WHO: American University experts

WHAT: American University experts are available to comment on the passing of Fidel Castro and the future of the Communist regime and its relations with the United States.

WHERE: In–studio, on campus, via email or via telephone

Background: Fidel Castro, the revolutionary leader who ruled Cuba for more than fifty years, has died at the age of 90. The American University experts listed below are available to comment on his legacy and the future of U.S.-Cuba relations.

Fulton Armstrong is a senior fellow at American University’s Center for Latin American and Latino Studies (CLALS). He directs the Center’s blog, AULABLOG; contributes to the Cuba Initiative and to an in-depth examination of security programs in Central America. Before joining the Center, he followed Latin American affairs for almost 30 years in a number of U.S. government positions. He served as a senior professional staff member responsible for Latin America on the Senate Foreign Relations Committee from July 2008 to October 2011, and was the U.S. Intelligence Community’s most senior analyst for Latin American from 2000-2004. He also served two terms as the Director for Inter-American Affairs at the National Security Council.

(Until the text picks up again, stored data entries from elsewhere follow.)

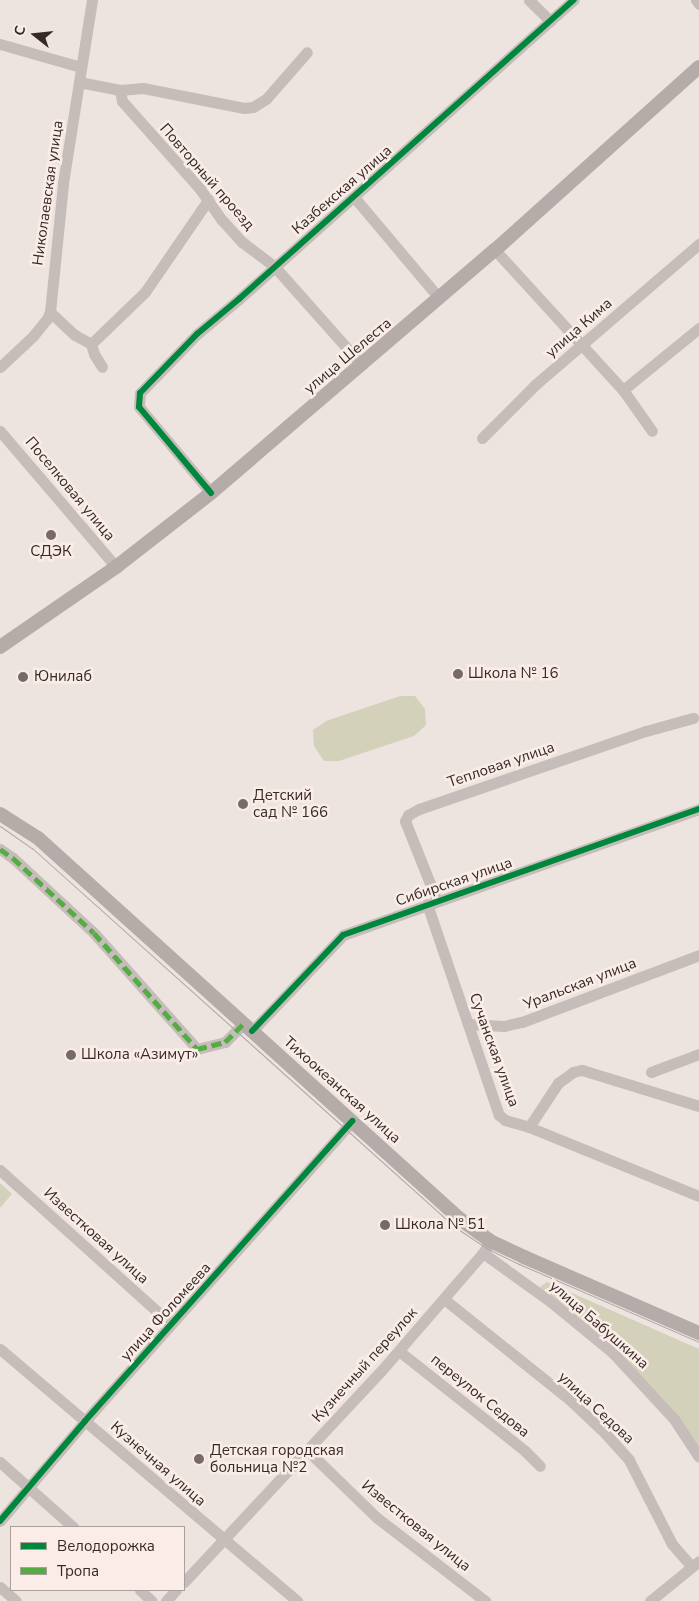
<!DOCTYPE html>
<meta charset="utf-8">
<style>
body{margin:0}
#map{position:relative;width:699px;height:1601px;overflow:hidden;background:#ede4e0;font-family:"Nunito Sans",sans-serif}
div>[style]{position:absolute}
.green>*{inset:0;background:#d3d1ba}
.minor>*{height:11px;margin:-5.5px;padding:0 5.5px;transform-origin:5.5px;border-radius:5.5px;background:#c6bcb9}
.major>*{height:14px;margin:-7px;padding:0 7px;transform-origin:7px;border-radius:7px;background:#b5aba8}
.tram>*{height:1px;margin:-0.5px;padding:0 0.5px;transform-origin:0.5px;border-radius:0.5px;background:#aea6a3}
.quiet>*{height:5px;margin-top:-2.5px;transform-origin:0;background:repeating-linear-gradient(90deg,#55ab44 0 10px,transparent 0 15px)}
.cycleway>*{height:6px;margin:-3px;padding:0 3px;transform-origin:3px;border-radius:3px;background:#00873e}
.dots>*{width:14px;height:14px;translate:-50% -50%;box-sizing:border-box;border:2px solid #faede7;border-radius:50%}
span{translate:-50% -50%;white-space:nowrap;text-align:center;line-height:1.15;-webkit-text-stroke:5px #faede7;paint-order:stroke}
.street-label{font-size:15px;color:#372927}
.poi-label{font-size:15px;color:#372927}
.left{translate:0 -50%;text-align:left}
.legend{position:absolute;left:10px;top:1526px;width:175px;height:65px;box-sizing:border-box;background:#faede7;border:1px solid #ac9f9a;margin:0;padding:6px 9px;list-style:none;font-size:15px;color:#372927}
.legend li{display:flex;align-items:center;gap:10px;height:25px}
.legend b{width:25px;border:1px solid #ac9f9a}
.north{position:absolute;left:10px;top:10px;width:50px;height:50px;-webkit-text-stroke:4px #faede7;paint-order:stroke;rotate:286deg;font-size:14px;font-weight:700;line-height:20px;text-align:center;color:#372927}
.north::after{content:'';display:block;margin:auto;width:18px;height:22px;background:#372927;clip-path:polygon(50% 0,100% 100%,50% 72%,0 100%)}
</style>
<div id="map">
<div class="green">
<div style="clip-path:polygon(400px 696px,415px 696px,425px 709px,426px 725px,414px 736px,339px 761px,324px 761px,314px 746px,313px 730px,326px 721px)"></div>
<div style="clip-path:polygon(0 1183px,12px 1194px,0 1208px)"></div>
<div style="clip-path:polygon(547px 1282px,699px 1349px,699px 1449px,629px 1366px,624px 1357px,612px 1349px,611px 1335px,597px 1337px,550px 1299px,540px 1287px)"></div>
</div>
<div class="minor">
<div style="left:529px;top:0;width:30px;rotate:45deg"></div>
<div style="left:696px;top:0;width:5px;rotate:53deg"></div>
<div style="left:0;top:44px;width:84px;rotate:15.9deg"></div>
<div style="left:79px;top:82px;width:42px;rotate:11deg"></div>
<div style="left:120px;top:90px;width:23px;rotate:-5deg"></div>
<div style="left:143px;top:88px;width:103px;rotate:11.2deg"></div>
<div style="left:244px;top:108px;width:9px;rotate:-6deg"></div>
<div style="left:253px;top:107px;width:15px;rotate:-32deg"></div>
<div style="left:266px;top:99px;width:62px;rotate:-48.9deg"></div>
<div style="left:120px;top:90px;width:11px;rotate:80deg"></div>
<div style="left:122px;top:101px;width:118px;rotate:48.4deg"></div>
<div style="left:200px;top:189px;width:38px;rotate:55deg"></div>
<div style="left:222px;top:220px;width:30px;rotate:48deg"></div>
<div style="left:242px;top:242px;width:40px;rotate:37deg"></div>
<div style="left:274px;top:266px;width:132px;rotate:48.4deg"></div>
<div style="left:354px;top:197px;width:132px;rotate:49.9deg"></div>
<div style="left:495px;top:250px;width:190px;rotate:47.6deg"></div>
<div style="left:623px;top:390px;width:50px;rotate:54.7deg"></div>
<div style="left:50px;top:312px;width:34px;rotate:43deg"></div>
<div style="left:75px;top:335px;width:18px;rotate:29deg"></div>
<div style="left:91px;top:344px;width:10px;rotate:73deg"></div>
<div style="left:94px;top:354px;width:15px;rotate:58deg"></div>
<div style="left:91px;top:344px;width:75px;rotate:-43.9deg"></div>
<div style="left:145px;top:292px;width:112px;rotate:-55.6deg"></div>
<div style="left:0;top:367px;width:45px;rotate:-43.2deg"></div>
<div style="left:33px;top:336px;width:22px;rotate:-51deg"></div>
<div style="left:47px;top:319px;width:8px;rotate:-67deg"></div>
<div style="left:50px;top:312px;width:130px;rotate:-84.2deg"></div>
<div style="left:63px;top:183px;width:185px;rotate:-81deg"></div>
<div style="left:623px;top:390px;width:98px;rotate:-39.2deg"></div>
<div style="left:0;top:431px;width:179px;rotate:49.5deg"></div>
<div style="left:482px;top:438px;width:76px;rotate:-45deg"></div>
<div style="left:536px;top:384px;width:215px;rotate:-40.7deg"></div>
<div style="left:211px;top:493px;width:112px;rotate:-129.9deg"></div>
<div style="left:139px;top:407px;width:14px;rotate:-86deg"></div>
<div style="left:140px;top:393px;width:82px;rotate:-46deg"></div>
<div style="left:197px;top:334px;width:55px;rotate:-39.8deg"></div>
<div style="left:239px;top:299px;width:449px;rotate:-41.8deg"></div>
<div style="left:0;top:849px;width:16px;rotate:35deg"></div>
<div style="left:13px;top:858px;width:110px;rotate:42.8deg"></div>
<div style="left:94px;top:933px;width:155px;rotate:48.4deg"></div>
<div style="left:197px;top:1049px;width:29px;rotate:-14deg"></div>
<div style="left:225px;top:1042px;width:27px;rotate:-45deg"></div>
<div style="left:437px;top:901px;width:86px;rotate:-111.8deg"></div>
<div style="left:405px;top:821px;width:7px;rotate:-63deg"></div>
<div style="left:408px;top:815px;width:13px;rotate:-29deg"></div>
<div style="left:419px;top:809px;width:240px;rotate:-19deg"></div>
<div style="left:646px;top:731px;width:49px;rotate:-15.5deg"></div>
<div style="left:427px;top:904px;width:223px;rotate:71.2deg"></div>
<div style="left:499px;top:1115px;width:8px;rotate:40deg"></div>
<div style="left:505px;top:1120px;width:25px;rotate:16deg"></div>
<div style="left:529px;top:1127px;width:183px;rotate:22.1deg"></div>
<div style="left:468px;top:1024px;width:36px;rotate:3deg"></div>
<div style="left:504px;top:1026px;width:18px;rotate:-13deg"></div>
<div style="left:522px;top:1022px;width:189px;rotate:-20.7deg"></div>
<div style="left:252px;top:1031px;width:132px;rotate:-46.5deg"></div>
<div style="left:343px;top:935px;width:378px;rotate:-19.5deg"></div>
<div style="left:651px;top:1072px;width:51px;rotate:-20.6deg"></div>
<div style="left:529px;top:1127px;width:53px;rotate:-56.6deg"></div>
<div style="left:558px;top:1083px;width:19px;rotate:-36deg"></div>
<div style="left:573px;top:1072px;width:9px;rotate:-13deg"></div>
<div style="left:582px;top:1070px;width:122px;rotate:17.1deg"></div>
<div style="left:0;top:1170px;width:230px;rotate:42deg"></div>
<div style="left:483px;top:1253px;width:84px;rotate:35.8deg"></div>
<div style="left:551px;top:1302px;width:80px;rotate:39.4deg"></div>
<div style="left:613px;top:1353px;width:90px;rotate:47.3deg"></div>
<div style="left:674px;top:1419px;width:45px;rotate:56.7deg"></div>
<div style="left:444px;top:1299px;width:161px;rotate:38.7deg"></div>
<div style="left:570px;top:1400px;width:48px;rotate:43.3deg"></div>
<div style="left:605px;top:1433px;width:36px;rotate:48deg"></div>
<div style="left:629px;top:1460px;width:94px;rotate:62.9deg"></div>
<div style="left:672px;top:1544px;width:30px;rotate:49deg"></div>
<div style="left:0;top:1349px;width:390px;rotate:40.3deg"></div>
<div style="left:399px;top:1351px;width:161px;rotate:38.4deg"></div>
<div style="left:525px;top:1451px;width:21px;rotate:45deg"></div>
<div style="left:308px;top:1451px;width:95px;rotate:44.1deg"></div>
<div style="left:376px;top:1517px;width:138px;rotate:37.6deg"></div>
<div style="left:0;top:1462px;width:98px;rotate:41.7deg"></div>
<div style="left:0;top:1521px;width:131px;rotate:-49.6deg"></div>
<div style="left:85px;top:1421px;width:402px;rotate:-48.3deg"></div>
<div style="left:184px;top:1582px;width:289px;rotate:-47deg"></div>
<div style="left:381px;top:1371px;width:156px;rotate:-49.2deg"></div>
<div style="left:483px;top:1253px;width:14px;rotate:-60deg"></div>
<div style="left:0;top:1587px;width:21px;rotate:41deg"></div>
<div style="left:140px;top:1590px;width:16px;rotate:43deg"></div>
<div style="left:166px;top:1601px;width:15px;rotate:-48deg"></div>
<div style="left:650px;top:1601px;width:63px;rotate:-39.2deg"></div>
</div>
<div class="major">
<div style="left:0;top:647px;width:141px;rotate:-34.6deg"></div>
<div style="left:116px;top:567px;width:120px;rotate:-37.9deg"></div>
<div style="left:211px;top:493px;width:374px;rotate:-40.6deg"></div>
<div style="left:495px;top:250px;width:274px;rotate:-41.9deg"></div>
<div style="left:0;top:814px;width:45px;rotate:32.3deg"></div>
<div style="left:38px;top:838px;width:569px;rotate:42.08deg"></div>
<div style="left:460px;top:1219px;width:37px;rotate:36deg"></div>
<div style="left:490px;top:1241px;width:38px;rotate:25deg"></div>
<div style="left:524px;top:1257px;width:191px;rotate:23.5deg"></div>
</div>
<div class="tram">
<div style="left:0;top:826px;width:39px;rotate:35deg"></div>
<div style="left:32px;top:848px;width:568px;rotate:41.86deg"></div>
<div style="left:455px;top:1227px;width:37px;rotate:34deg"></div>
<div style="left:486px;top:1248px;width:37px;rotate:26deg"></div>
<div style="left:519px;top:1264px;width:196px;rotate:23.4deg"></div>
</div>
<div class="quiet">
<div style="left:0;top:849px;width:16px;rotate:35deg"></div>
<div style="left:13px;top:858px;width:110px;rotate:42.8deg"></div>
<div style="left:94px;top:933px;width:155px;rotate:48.4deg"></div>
<div style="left:197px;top:1049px;width:29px;rotate:-14deg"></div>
<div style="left:225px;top:1042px;width:27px;rotate:-45deg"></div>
</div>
<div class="cycleway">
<div style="left:211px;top:493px;width:112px;rotate:-129.9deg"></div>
<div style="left:139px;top:407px;width:14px;rotate:-86deg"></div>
<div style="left:140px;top:393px;width:82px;rotate:-46deg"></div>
<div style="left:197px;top:334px;width:55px;rotate:-39.8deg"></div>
<div style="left:239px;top:299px;width:449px;rotate:-41.8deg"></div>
<div style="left:252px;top:1031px;width:132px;rotate:-46.5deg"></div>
<div style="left:343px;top:935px;width:378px;rotate:-19.5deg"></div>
<div style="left:0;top:1521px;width:131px;rotate:-49.6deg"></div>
<div style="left:85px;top:1421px;width:402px;rotate:-48.3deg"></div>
</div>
<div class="dots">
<div style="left:51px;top:535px;background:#776a68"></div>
<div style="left:458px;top:674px;background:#776a68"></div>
<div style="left:23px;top:677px;background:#776a68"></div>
<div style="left:243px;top:804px;background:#776a68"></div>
<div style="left:71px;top:1055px;background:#776a68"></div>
<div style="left:385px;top:1225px;background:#776a68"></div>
<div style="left:199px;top:1459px;background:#776a68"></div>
</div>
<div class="street-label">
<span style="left:207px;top:177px;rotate:49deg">Повторный проезд</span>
<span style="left:342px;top:190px;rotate:-41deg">Казбекская улица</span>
<span style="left:48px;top:193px;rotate:-82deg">Николаевская улица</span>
<span style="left:579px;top:328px;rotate:-41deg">улица Кима</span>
<span style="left:348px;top:356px;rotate:-40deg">улица Шелеста</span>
<span style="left:70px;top:489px;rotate:50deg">Поселковая улица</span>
<span style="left:501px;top:765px;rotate:-19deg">Тепловая улица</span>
<span style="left:454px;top:882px;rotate:-19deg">Сибирская улица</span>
<span style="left:580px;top:984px;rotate:-21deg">Уральская улица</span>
<span style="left:494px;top:1050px;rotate:70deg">Сучанская улица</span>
<span style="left:342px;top:1090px;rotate:42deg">Тихоокеанская улица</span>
<span style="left:96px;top:1236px;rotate:42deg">Известковая улица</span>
<span style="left:166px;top:1312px;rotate:-48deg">улица Фоломеева</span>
<span style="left:599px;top:1325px;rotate:41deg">улица Бабушкина</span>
<span style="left:365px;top:1365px;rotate:-48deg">Кузнечный переулок</span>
<span style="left:480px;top:1396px;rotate:39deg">переулок Седова</span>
<span style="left:596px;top:1408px;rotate:43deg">улица Седова</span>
<span style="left:158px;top:1464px;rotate:41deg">Кузнечная улица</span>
<span style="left:416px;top:1526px;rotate:39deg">Известковая улица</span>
</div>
<div class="poi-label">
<span style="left:51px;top:552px">СДЭК</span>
<span class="left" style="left:468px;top:674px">Школа № 16</span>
<span class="left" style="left:34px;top:677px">Юнилаб</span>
<span class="left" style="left:253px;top:804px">Детский<br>сад № 166</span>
<span class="left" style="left:81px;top:1055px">Школа «Азимут»</span>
<span class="left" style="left:395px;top:1225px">Школа № 51</span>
<span class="left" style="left:210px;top:1459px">Детская городская<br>больница №2</span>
</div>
<ul class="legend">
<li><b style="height:6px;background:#00873e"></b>Велодорожка</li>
<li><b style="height:6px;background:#55ab44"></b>Тропа</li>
</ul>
<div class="north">С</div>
</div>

Philip Brenner is professor of international relations in American University’s School of International Service, director of the graduate program in U.S. foreign policy and national security, and affiliate professor of history. A specialist in U.S. foreign policy toward Latin America, he has been engaged in research and writing about Cuba and U.S.-Cuban relations since 1974. His latest book is A Contemporary Cuba Reader: Reinventing the Revolution (2014), which he co-edited with William LeoGrande. Brenner is completing a book on the history of Cuba: Cuba Libre: A 500-Year Quest for Sovereignty. He has personally interviewed Fidel Castro on three occasions.

Eric Hershberg, director of the Center for Latin American and Latino Studies and professor of government at American University, focuses on the comparative politics of Latin America, and on the politics of development. His current research project is analyzing the state of democracy in South America, social sector reforms in the Andean region and conflicts over accountability for human rights abuses under military regimes in the Southern Cone countries. He is also the former president of the Latin American Studies Association.

William M. LeoGrande is a professor of government in American University's School of Public Affairs who has written widely in the field of Latin American politics and U.S. foreign policy, with a particular emphasis on Cuba. He is a renowned expert on Cuban politics and U.S.-Cuban relations. LeoGrande is coeditor of both The Contemporary Cuba Reader: The Revolution under Raúl Castroand of Political Parties and Democracy in Central America. He is also the coauthor of Back Channel to Cuba: The Hidden History of Negotiations between Washington and Havana and author of Our Own Backyard: The United States in Central America, 1977 to 1992. His articles have appeared in Foreign Affairs, Foreign Policy, Latin American Research Review, the New York Times, Los Angeles Times, Miami Herald, Newsweek, Le Monde and other journals and newspapers.